DATA SUPPLIED section start
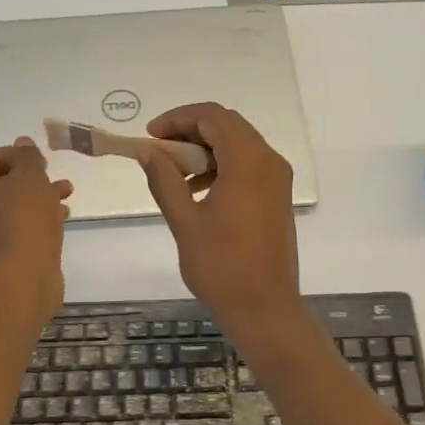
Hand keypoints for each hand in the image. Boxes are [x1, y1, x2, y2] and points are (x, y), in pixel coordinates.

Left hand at [0, 137, 71, 317]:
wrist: (20, 279)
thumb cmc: (23, 220)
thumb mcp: (31, 178)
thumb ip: (28, 157)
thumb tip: (22, 144)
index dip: (18, 155)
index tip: (43, 162)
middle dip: (31, 178)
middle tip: (56, 179)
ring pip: (8, 206)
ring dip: (37, 198)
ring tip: (65, 197)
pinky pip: (12, 227)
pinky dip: (33, 220)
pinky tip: (60, 219)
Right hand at [137, 103, 302, 335]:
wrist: (264, 307)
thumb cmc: (221, 266)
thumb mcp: (184, 221)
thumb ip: (164, 179)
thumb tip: (148, 151)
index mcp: (248, 162)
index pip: (212, 117)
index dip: (178, 118)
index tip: (150, 135)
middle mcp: (269, 161)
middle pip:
DATA SUPPLIED section end
Exactly and only the lines from the line containing "pinky tip: (60, 219)" through the final line of the records above must be returned.

pinky tip: (60, 219)
Right hand at [137, 103, 302, 335]:
wrist: (264, 307)
thumb cmc: (221, 266)
thumb mcp: (184, 221)
thumb ip: (164, 179)
thumb tip: (148, 151)
index mcp: (248, 162)
index pip: (212, 117)
index dip: (178, 118)
index tip: (150, 135)
middle mcp: (269, 161)
middle pip:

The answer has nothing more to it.